Quickstart
After installing Outlines, the fastest way to get to up to speed with the library is to get acquainted with its few core elements. We advise you to take a quick look at this page to see everything Outlines has to offer before diving in the documentation.
Core elements
Models
The first step when writing a program with Outlines is to initialize a model. Weights will be loaded on the device at this step:
import outlines
model = outlines.models.transformers(
"microsoft/Phi-3-mini-4k-instruct",
device="cuda" # optional device argument, default is cpu
)
Outlines supports a wide variety of inference engines and model weight types. More details on different models can be found in the Outlines Models documentation page.
Generation
Once the model is initialized you can build an outlines.generate
generator. This generator can be called with a prompt directly.
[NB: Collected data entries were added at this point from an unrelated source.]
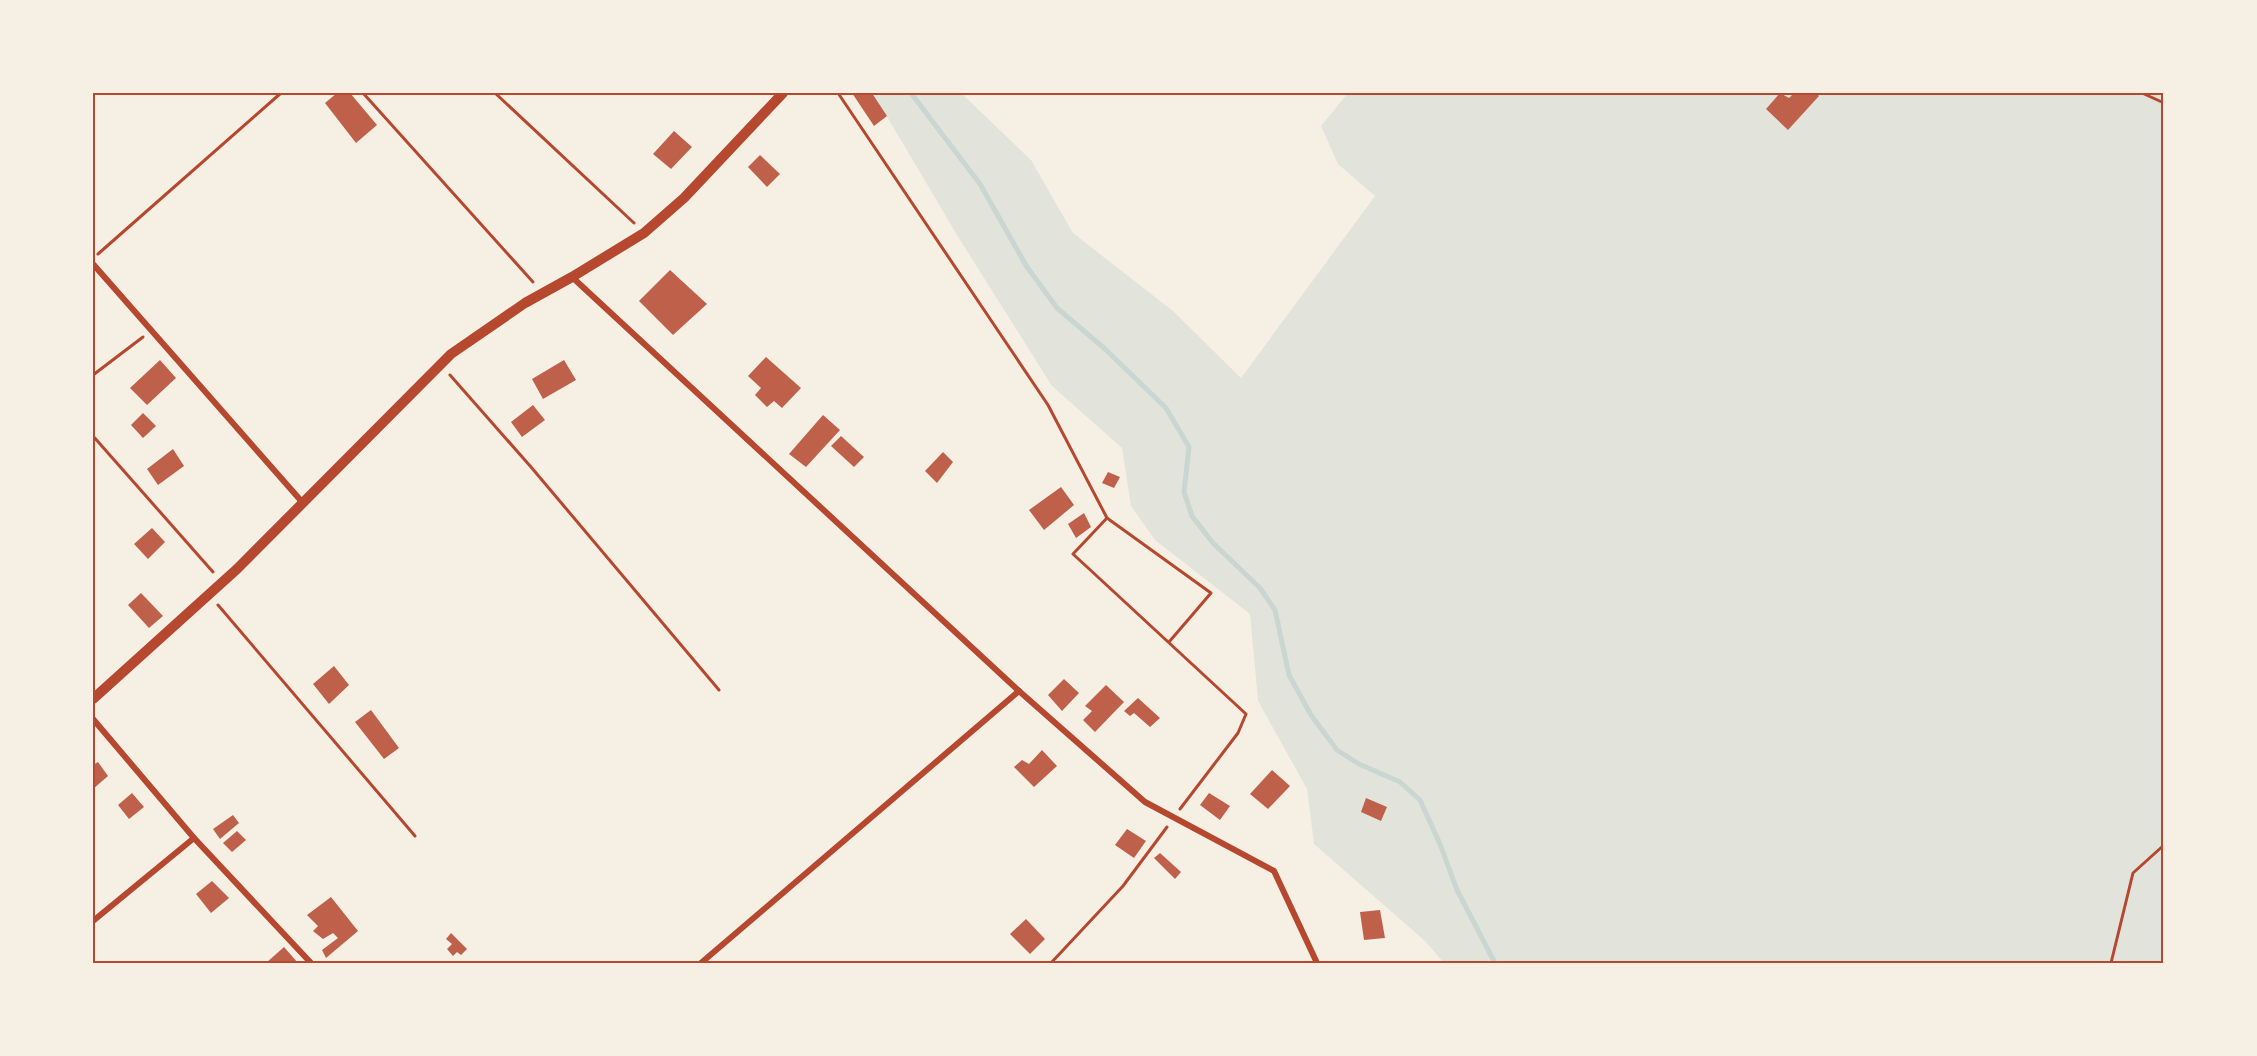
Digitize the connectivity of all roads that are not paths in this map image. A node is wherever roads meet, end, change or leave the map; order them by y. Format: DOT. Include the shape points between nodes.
graph roads {
  1 [pos="783,93"];
  2 [pos="93,261"];
  3 [pos="572,278"];
  4 [pos="303,503"];
  5 [pos="1019,691"];
  6 [pos="93,699"];
  7 [pos="93,719"];
  8 [pos="194,838"];
  9 [pos="93,921"];
  10 [pos="311,963"];
  11 [pos="701,963"];
  12 [pos="1317,963"];
  1 -- 3 [label="street" via="684,198 644,233"];
  2 -- 4 [label="street"];
  3 -- 4 [label="street" via="451,354"];
  3 -- 5 [label="street"];
  4 -- 6 [label="street"];
  5 -- 11 [label="street"];
  5 -- 12 [label="street" via="1145,802 1274,871"];
  7 -- 8 [label="street"];
  8 -- 9 [label="street"];
  8 -- 10 [label="street"];
}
(Outlines Structured Generation Full Documentation)
generator = outlines.generate.text(model)
result = generator("Question: What's 2+2? Answer:", max_tokens=100)
print(result)
# The answer is 4
# Outlines also supports streaming output
stream = generator.stream("What's 2+2?", max_tokens=4)
for i in range(5):
token = next(stream)
print(repr(token))
# '2'
# '+'
# '2'
# ' equals'
# '4'
Along with typical language model generation behavior via, outlines.generate.text
, Outlines supports structured generation, which guarantees the tokens generated by the model will follow a predefined structure. Structures can be defined by a regex pattern, JSON schema, python object type, or a Lark grammar defining a parsable language such as SQL or Python.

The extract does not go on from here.